The Whalefjord has its ghastly presences: a whale cleansing operation, and an abandoned NATO spying operation, butcher and bastards sharing the same eerie shore. The farm girl is impressed by the evil spirits; this is a place of the most important memories, where she shuttled on hours of bus rides as a six-year-old, traded between parents, always hoping to be met by hugs and instead sitting alone waiting for a parent lost in their own worlds, as parents can get, never remembering the desperate fears of being alone and waiting for somebody who it seems will never show up. I was like this with my mother, when I was six, standing in Beirut's shy rains after a saxophone class, politely ignoring the adults stopping to see if I was okay. And the night before the Whalefjord, I was like the parent, filming the farm girl in a brilliant morality play in a theatre atop a hill in Reykjavik. I drove five hours from the wrong side of Myvatn to the show to film it, and was met by huge cheers from the cast and crew 15 minutes before curtain's rise, when I am introduced as the actress's friend who has come to film us all the way from Washington, where all the trouble in the world comes from, and yes it is a longer trip I have just driven than if I had flown from the Imperial City, 80mph all the way in a car outfitted with nail studs in the tires and not for amateur formula one. And the farm girl is fantastic in the play, I mean, brilliant, funny and menacing and lovely and physical, and I am in a sea of tears as I seem to be so often in this fervent Fall of my life, the lonely end looming as a storm. She was 21 when I met her, and now she is 27. She was in landscape architecture class, bored and doodling. I cast her as a mystical self in a Turkomani movie that has just played a few weeks ago at a festival in Berlin, and before you knew it she was in Iceland's acting school, graduating, and now gluing together a troupe of her own.

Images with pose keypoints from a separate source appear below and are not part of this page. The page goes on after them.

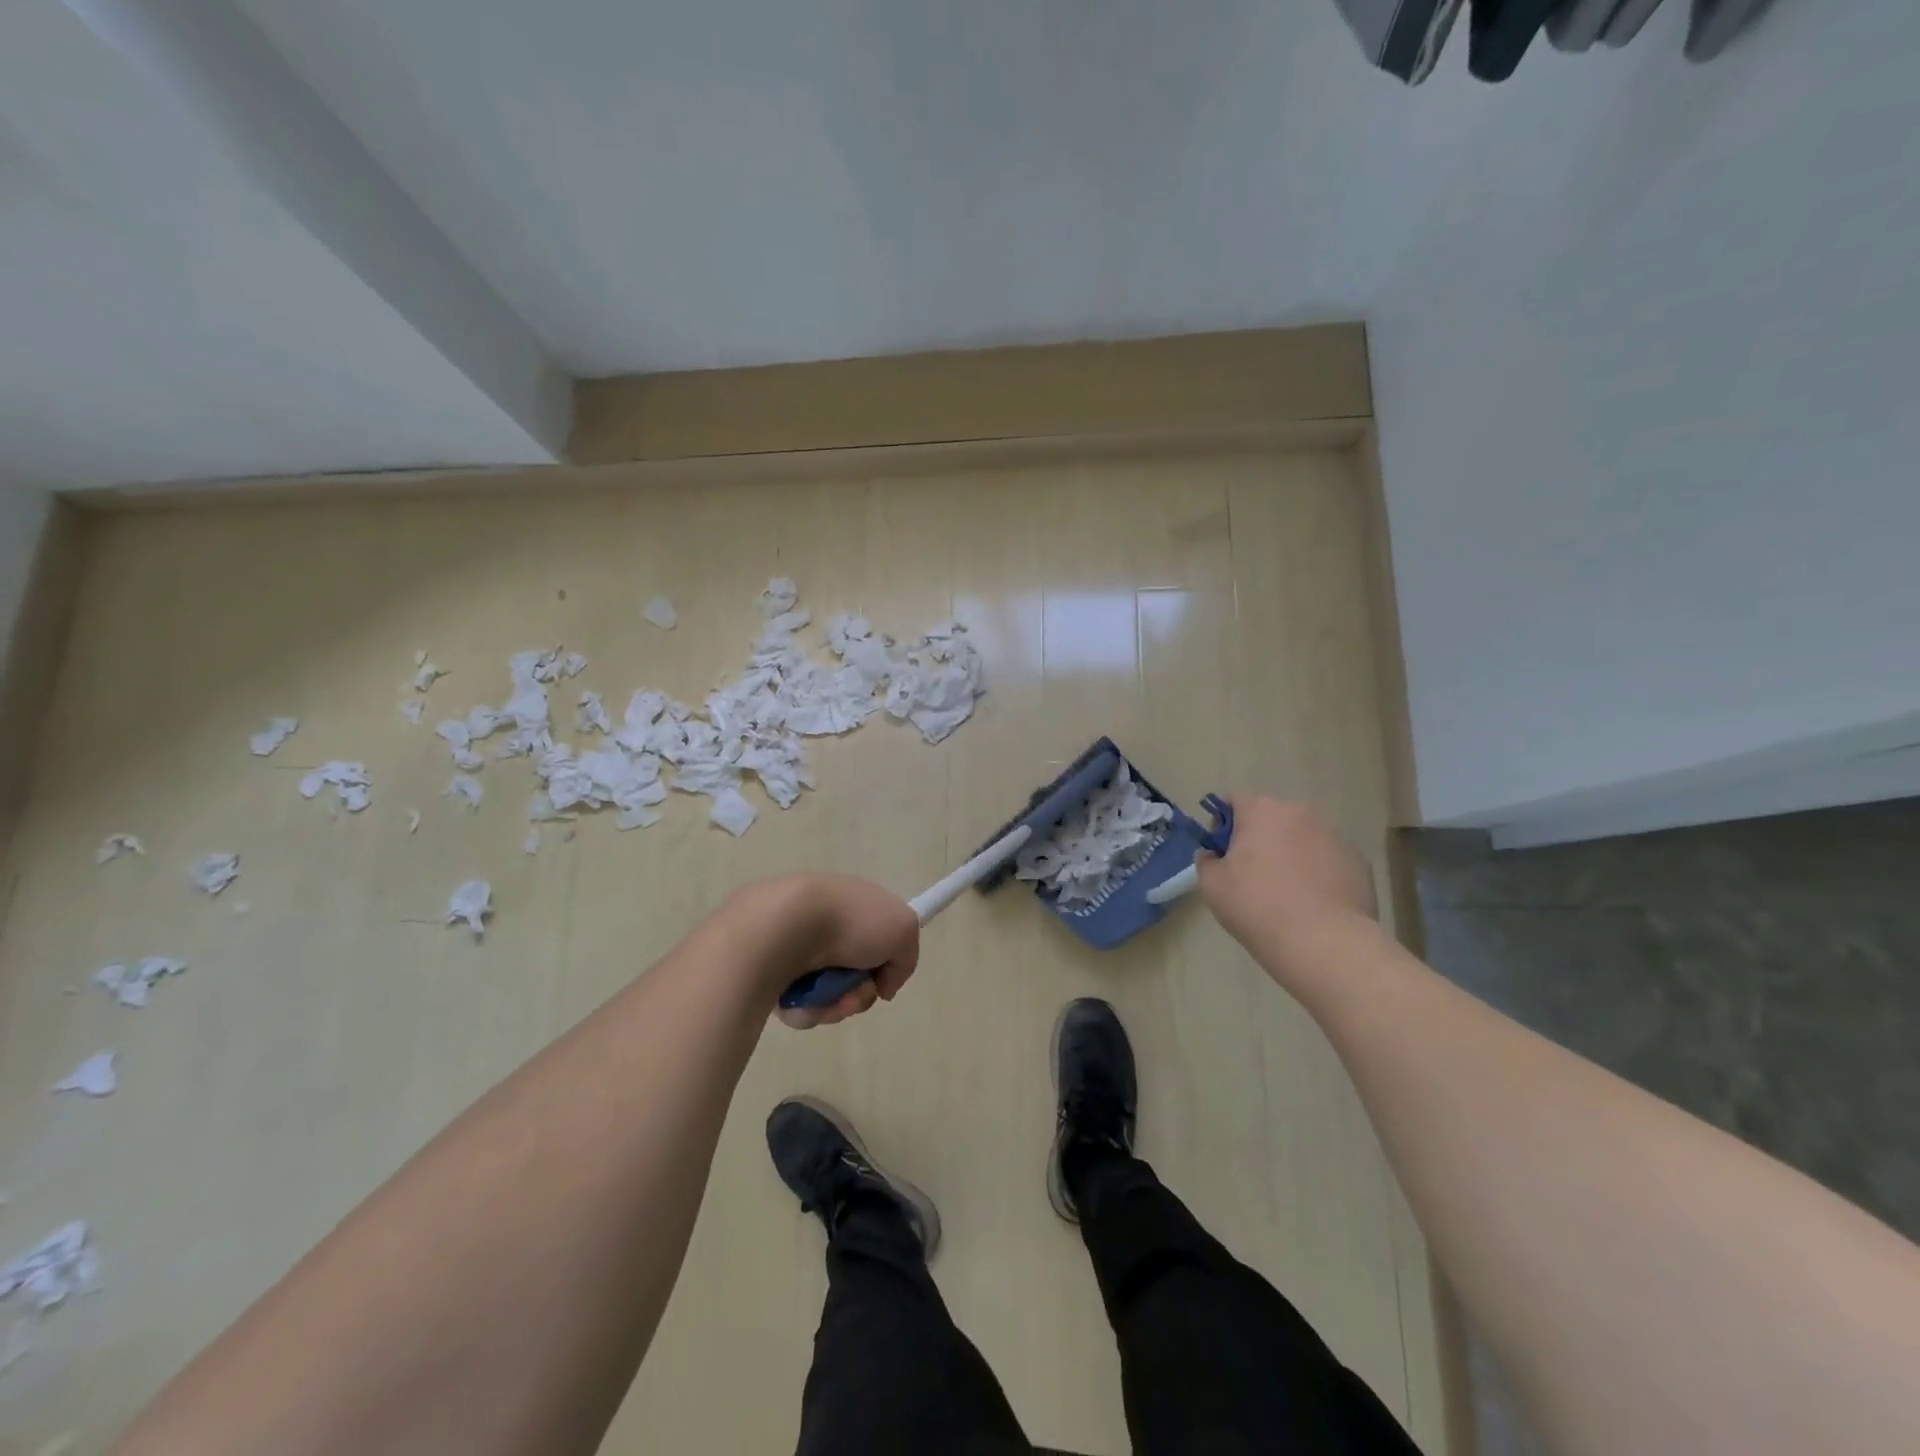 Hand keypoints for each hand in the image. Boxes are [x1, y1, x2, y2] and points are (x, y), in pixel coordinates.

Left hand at [726, 874, 919, 1029]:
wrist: (786, 927)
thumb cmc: (850, 922)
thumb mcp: (903, 929)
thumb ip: (905, 959)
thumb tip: (883, 985)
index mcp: (852, 905)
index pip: (875, 937)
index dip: (883, 960)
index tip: (882, 975)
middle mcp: (823, 924)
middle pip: (853, 975)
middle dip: (860, 993)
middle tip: (856, 993)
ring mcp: (795, 948)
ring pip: (828, 994)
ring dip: (835, 1004)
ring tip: (827, 998)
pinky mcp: (769, 972)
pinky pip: (799, 1004)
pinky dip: (806, 1008)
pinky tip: (802, 999)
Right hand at [1196, 797, 1377, 960]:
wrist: (1324, 943)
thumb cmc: (1257, 906)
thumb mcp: (1212, 885)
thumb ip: (1207, 860)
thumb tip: (1214, 856)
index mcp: (1262, 810)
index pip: (1234, 801)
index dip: (1223, 825)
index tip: (1222, 853)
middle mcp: (1301, 812)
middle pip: (1272, 818)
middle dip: (1260, 838)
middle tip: (1252, 875)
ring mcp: (1335, 835)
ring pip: (1303, 838)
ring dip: (1291, 854)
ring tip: (1287, 893)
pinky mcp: (1359, 861)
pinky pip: (1328, 859)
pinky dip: (1319, 872)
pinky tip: (1314, 903) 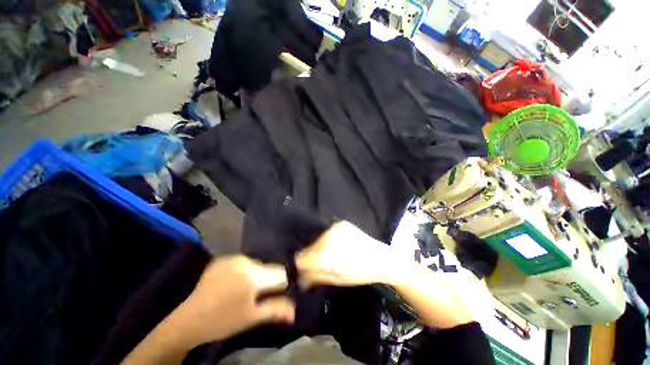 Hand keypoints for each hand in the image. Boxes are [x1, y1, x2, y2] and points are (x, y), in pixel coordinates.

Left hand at [166, 255, 294, 347]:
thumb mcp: (251, 318)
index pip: (279, 273)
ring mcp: (232, 258)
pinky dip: (242, 271)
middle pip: (267, 268)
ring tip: (242, 290)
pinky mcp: (223, 259)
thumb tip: (295, 311)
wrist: (189, 320)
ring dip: (255, 275)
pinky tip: (232, 283)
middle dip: (265, 280)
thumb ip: (275, 310)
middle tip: (254, 296)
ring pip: (255, 264)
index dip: (280, 284)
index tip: (274, 294)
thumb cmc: (223, 321)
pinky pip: (242, 262)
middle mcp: (244, 261)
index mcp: (253, 276)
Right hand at [296, 221, 398, 287]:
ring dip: (320, 247)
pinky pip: (327, 233)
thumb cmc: (358, 274)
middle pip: (308, 248)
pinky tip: (338, 245)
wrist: (379, 258)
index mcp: (325, 257)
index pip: (301, 259)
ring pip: (317, 240)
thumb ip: (313, 277)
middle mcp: (326, 239)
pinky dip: (328, 239)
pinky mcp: (340, 223)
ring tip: (332, 253)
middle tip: (322, 263)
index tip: (306, 270)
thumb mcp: (335, 280)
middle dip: (311, 257)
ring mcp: (334, 228)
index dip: (302, 266)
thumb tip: (298, 276) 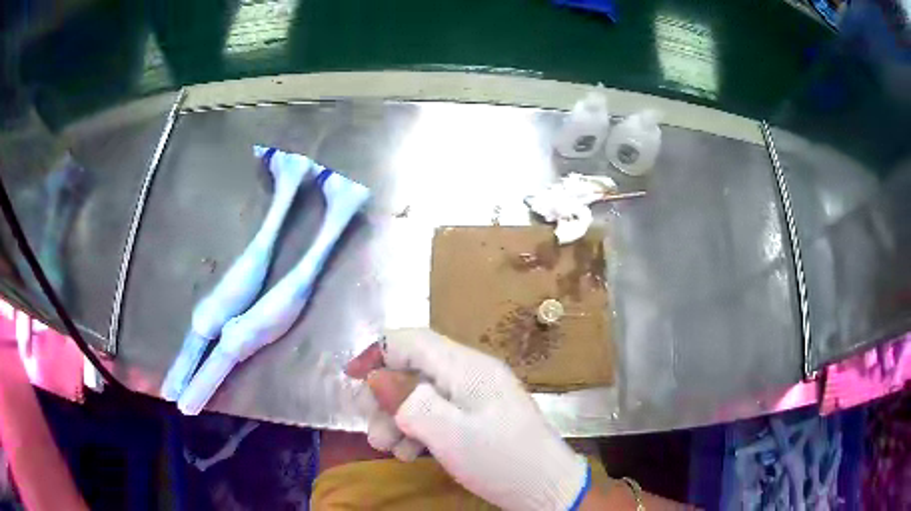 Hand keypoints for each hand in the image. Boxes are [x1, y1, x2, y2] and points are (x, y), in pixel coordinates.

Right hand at [346, 328, 587, 510]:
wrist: (548, 489)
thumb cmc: (501, 460)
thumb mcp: (448, 433)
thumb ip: (408, 401)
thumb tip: (376, 377)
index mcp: (466, 366)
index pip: (411, 340)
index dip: (376, 354)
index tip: (350, 379)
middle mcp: (470, 374)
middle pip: (412, 370)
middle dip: (385, 399)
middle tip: (374, 434)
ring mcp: (475, 397)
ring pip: (421, 395)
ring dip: (398, 420)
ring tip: (389, 449)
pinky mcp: (477, 418)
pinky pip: (438, 413)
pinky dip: (418, 430)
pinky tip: (411, 453) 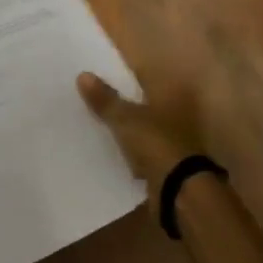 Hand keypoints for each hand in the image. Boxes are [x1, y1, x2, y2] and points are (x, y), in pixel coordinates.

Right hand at [77, 72, 203, 211]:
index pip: (140, 76)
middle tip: (89, 96)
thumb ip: (105, 100)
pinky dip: (127, 149)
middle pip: (140, 101)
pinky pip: (140, 149)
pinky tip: (107, 149)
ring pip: (140, 125)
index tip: (96, 71)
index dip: (119, 73)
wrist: (179, 191)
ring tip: (92, 122)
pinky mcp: (165, 161)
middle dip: (119, 100)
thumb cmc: (156, 144)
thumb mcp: (125, 119)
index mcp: (168, 94)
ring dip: (123, 126)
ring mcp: (171, 137)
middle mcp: (173, 112)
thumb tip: (83, 74) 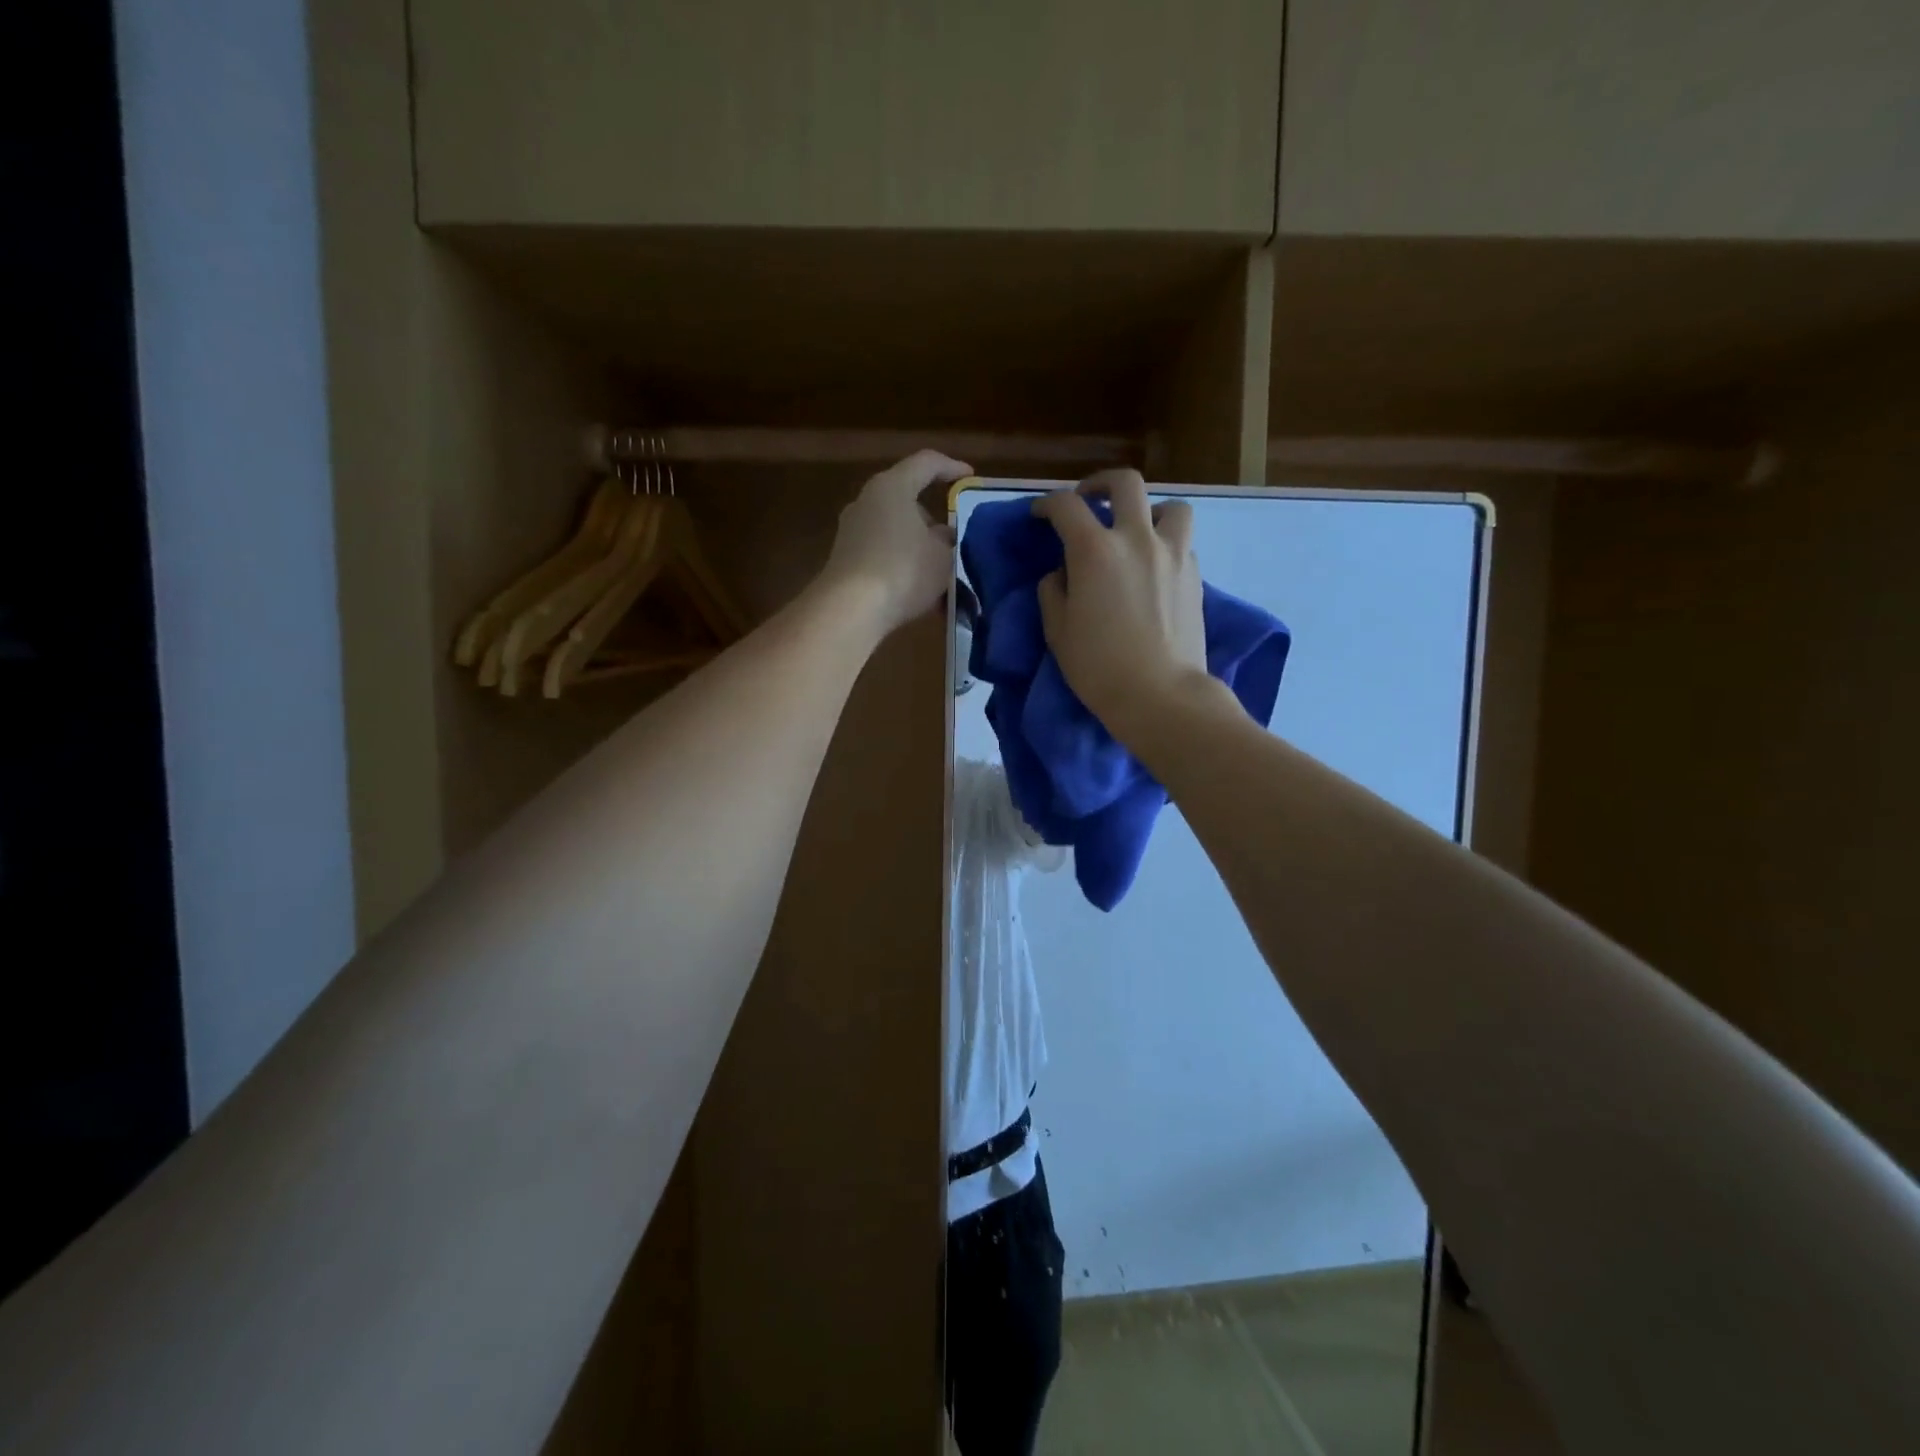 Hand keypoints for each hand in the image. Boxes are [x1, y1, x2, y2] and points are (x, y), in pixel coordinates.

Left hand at [820, 450, 969, 636]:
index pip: (926, 463)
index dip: (952, 467)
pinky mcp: (845, 559)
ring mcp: (852, 531)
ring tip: (941, 572)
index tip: (970, 477)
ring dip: (918, 546)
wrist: (849, 610)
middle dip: (933, 519)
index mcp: (892, 487)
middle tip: (955, 540)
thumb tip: (941, 536)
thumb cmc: (903, 570)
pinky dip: (903, 566)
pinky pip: (883, 554)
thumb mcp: (942, 556)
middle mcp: (867, 502)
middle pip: (907, 499)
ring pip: (895, 530)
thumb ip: (947, 540)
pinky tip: (920, 592)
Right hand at [1034, 469, 1207, 737]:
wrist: (1161, 696)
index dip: (1047, 504)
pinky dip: (1165, 543)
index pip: (1066, 507)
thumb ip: (1053, 592)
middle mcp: (1137, 539)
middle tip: (1088, 501)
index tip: (1040, 514)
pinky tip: (1153, 568)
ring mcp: (1173, 554)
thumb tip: (1061, 573)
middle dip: (1100, 484)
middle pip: (1125, 483)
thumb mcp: (1057, 631)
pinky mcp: (1195, 576)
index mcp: (1095, 550)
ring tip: (1135, 531)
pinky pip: (1182, 542)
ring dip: (1149, 510)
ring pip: (1170, 506)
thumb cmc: (1099, 667)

And a few hours before the Whalefjord, I have to add, I sit with the philosopher in the little joint at the harbor, intending to talk about my friend who is caught in all our minds between being dead and alive, who happened to be the philosopher's brother-in-law, and what could we do to put a buoy into his memory? How to keep him afloat? How to put luft into his life, just completed twelve moons ago, to get him twinkling in the night sky? Except this isn't how conversations go with me, and I must ask the philosopher not about philosophy (a mistake in any field, to inquire from a craftsman about the state of the craft rather than the birth of the designs in the craftsman's mind), and he is writing about what he is always writing:
Culture and nature, the id and the wild, the citizen and the wind, and how the Sagas of the Icelanders reveal so much about the country's dependence and exploitation of the rocks and ocean and steam and wind. This is my favorite subject. How and when do we touch Nature, and how and when are we touched by it? The wild animal wrinkles its nose at our toxic smells; we are scrubbed too clean of shit and mire and base desires, repulsed by our pheromones and the smells we emit, looking for a cheap Binoche or Depp to clutch by the throat and be made pregnant with our relief that there is still a smidgen of us left wild despite our polished schedules and smoothed routines.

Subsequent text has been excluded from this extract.